Those of us who are a little older and spent our formative years without access to any sort of spotlight, still know the sting of being the idiot in the room, asking the stupid question. Many of us raised our hands in confidence only to be laughed out of a discussion about Shakespeare. Tons of us lobbied for the coolest most amazing pair of shoes, or that haircut we absolutely just had to have, and wound up looking ridiculous. The difference is, those of us who predate Facebook and Instagram have the luxury of shutting away those mistakes. They will be forgotten. We have the right to do that because those moments, despite being public in our communities, were private to the world.

Children these days are fast losing that luxury. Embarrassments become defining moments that can be dredged up again and again no matter how hard a person tries to overcome them. While the practicality of any legal right to forget is almost inconceivable, the philosophical and social aspect of the idea should still speak loudly to those of us who know how silly youth can be. It’s something we should fight for, to protect those who don’t yet know how damaging posting a dumb picture or a silly rant can be.

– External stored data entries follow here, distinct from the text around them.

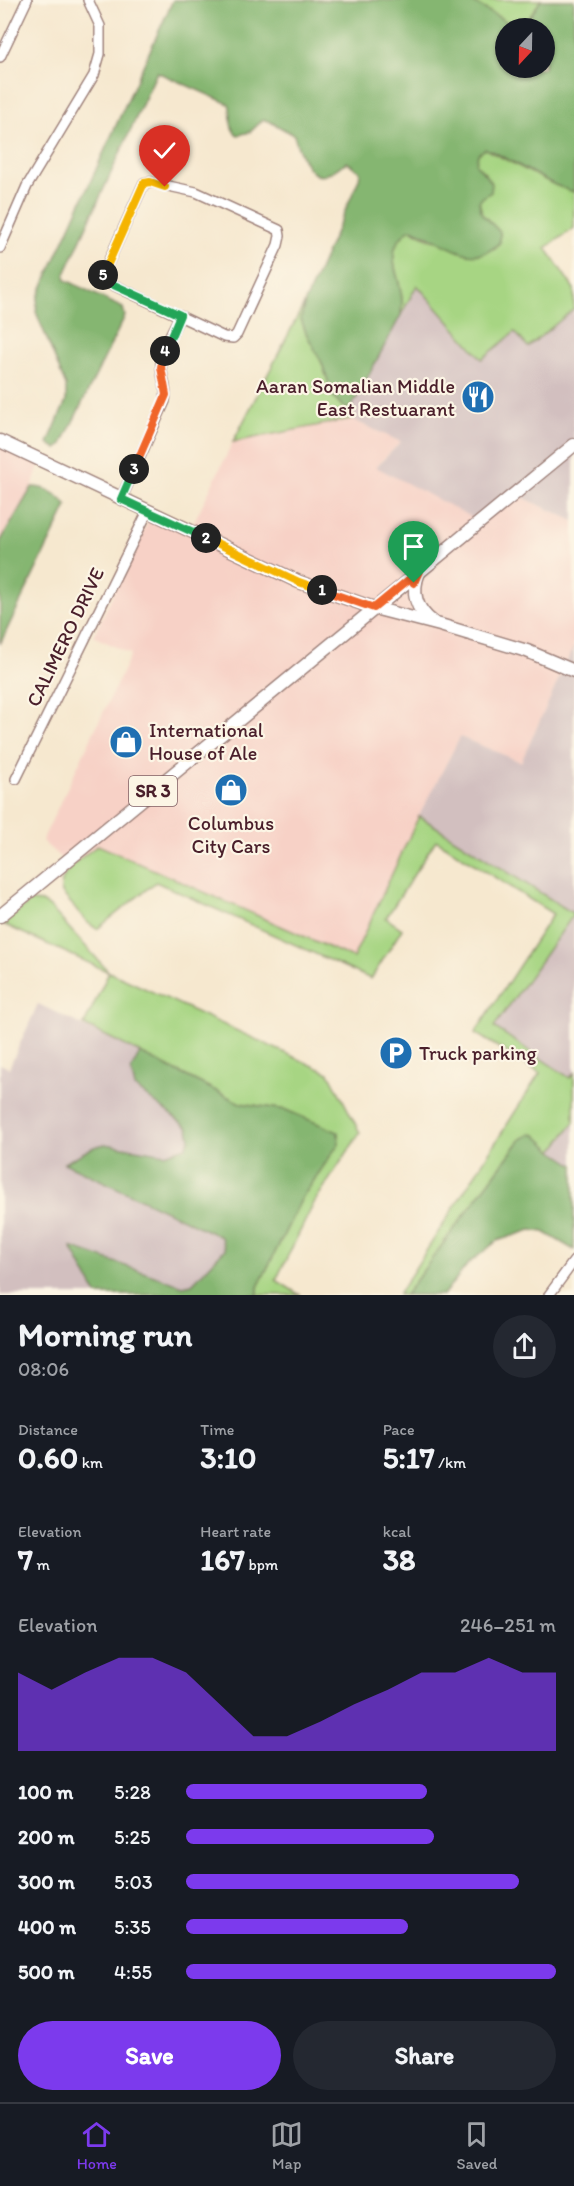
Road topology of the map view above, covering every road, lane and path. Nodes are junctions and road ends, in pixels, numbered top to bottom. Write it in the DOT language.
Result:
graph roads {
  1 [pos="27,0"];
  2 [pos="88,0"];
  3 [pos="0,57"];
  4 [pos="0,248"];
  5 [pos="180,315"];
  6 [pos="0,441"];
  7 [pos="574,445"];
  8 [pos="121,499"];
  9 [pos="148,511"];
  10 [pos="419,571"];
  11 [pos="374,608"];
  12 [pos="435,624"];
  13 [pos="574,671"];
  14 [pos="16,779"];
  15 [pos="0,916"];
  16 [pos="574,1261"];
  17 [pos="549,1295"];
  1 -- 3 [label="street"];
  2 -- 4 [label="street"];
  5 -- 5 [label="street"];
  5 -- 8 [label="street"];
  6 -- 8 [label="main road"];
  7 -- 10 [label="main road, SR 3"];
  8 -- 9 [label="main road"];
  9 -- 11 [label="main road"];
  9 -- 14 [label="street, CALIMERO DRIVE"];
  10 -- 11 [label="main road, SR 3"];
  10 -- 12 [label="main road"];
  11 -- 12 [label="main road"];
  11 -- 15 [label="main road, SR 3"];
  12 -- 13 [label="main road"];
  16 -- 17 [label="street"];
}
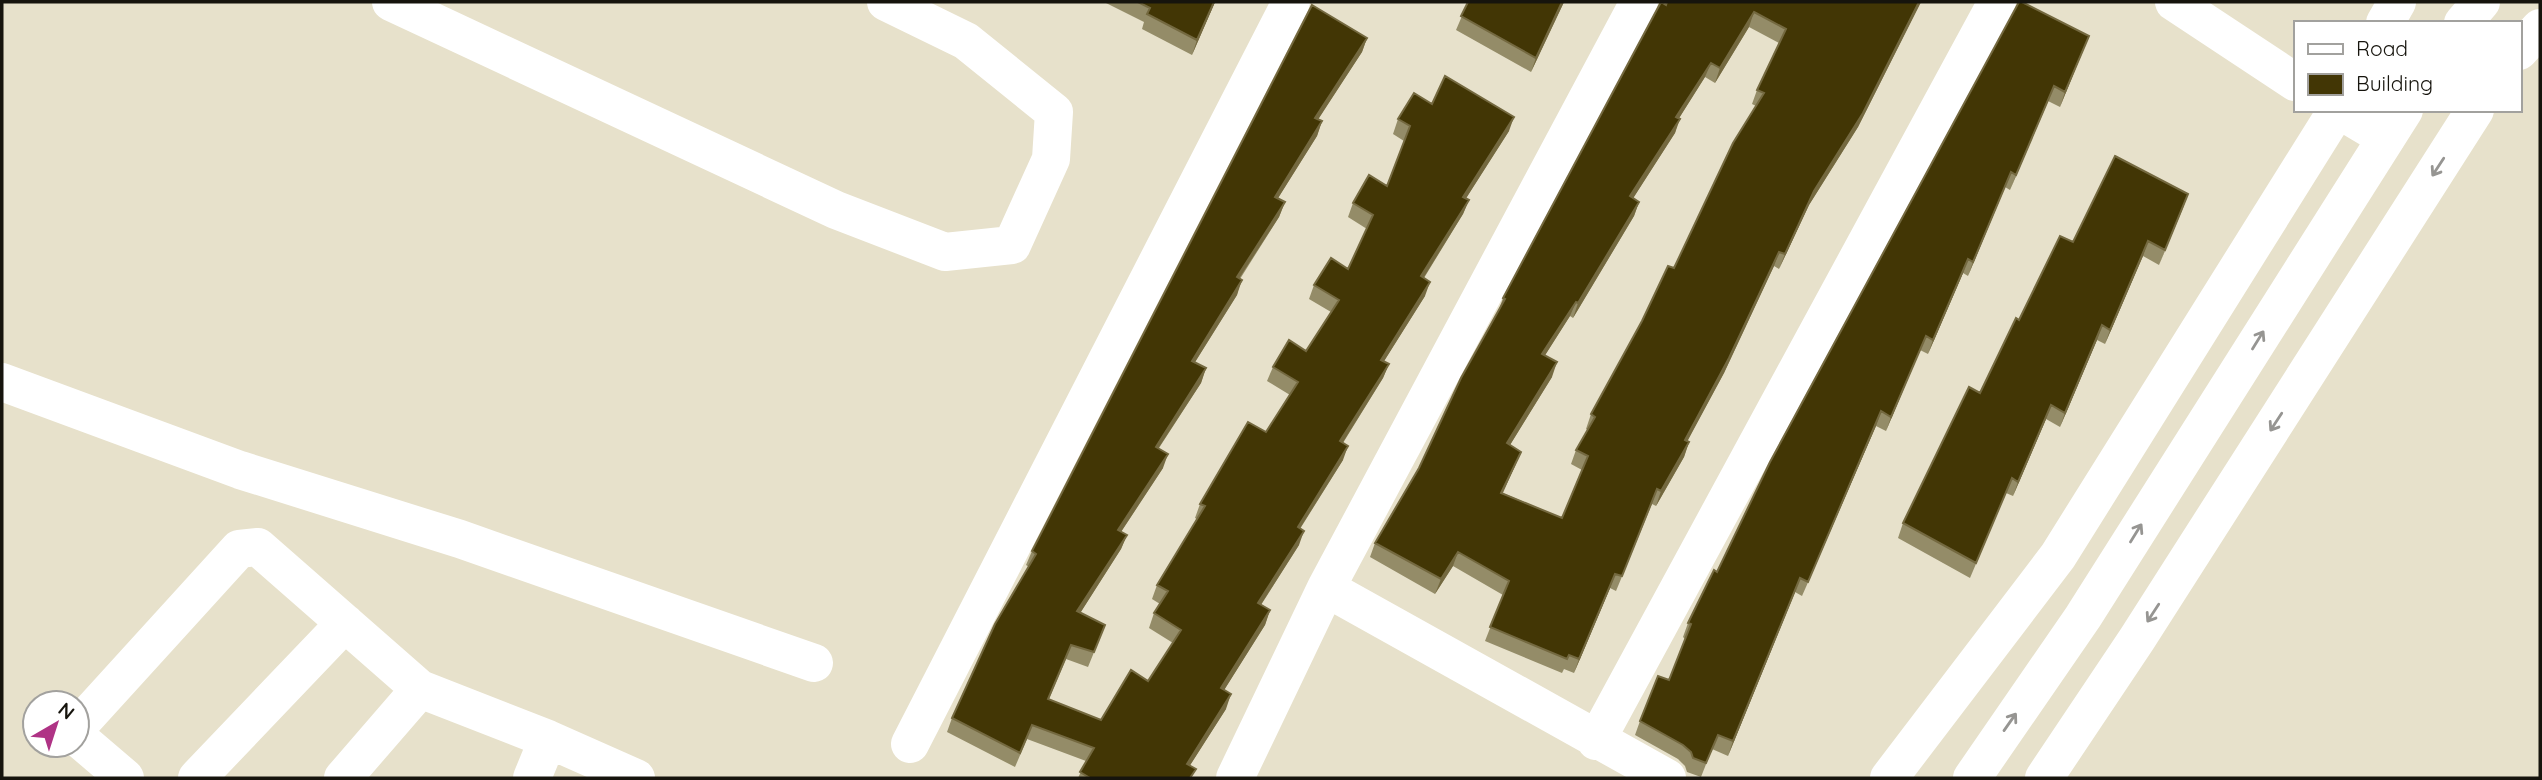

To younger people, the internet is taken for granted. It’s an extension of their social lives and nothing more. It cannot be seen that way though. It’s far too accessible to be held in such innocent regard. It’s not enough to tell a kid to be careful anymore. We need to fight for, at the very least, a social right to be judged separately from our past indiscretions and to keep our social lives to ourselves. If we don’t, ten years from now, we could see a potential senator’s Vine all over CNN, from that time he tried the Kylie Jenner challenge (here some excellent reasons why you SHOULD NOT try it!), and honestly as funny as it would be, it would still be entirely unfair.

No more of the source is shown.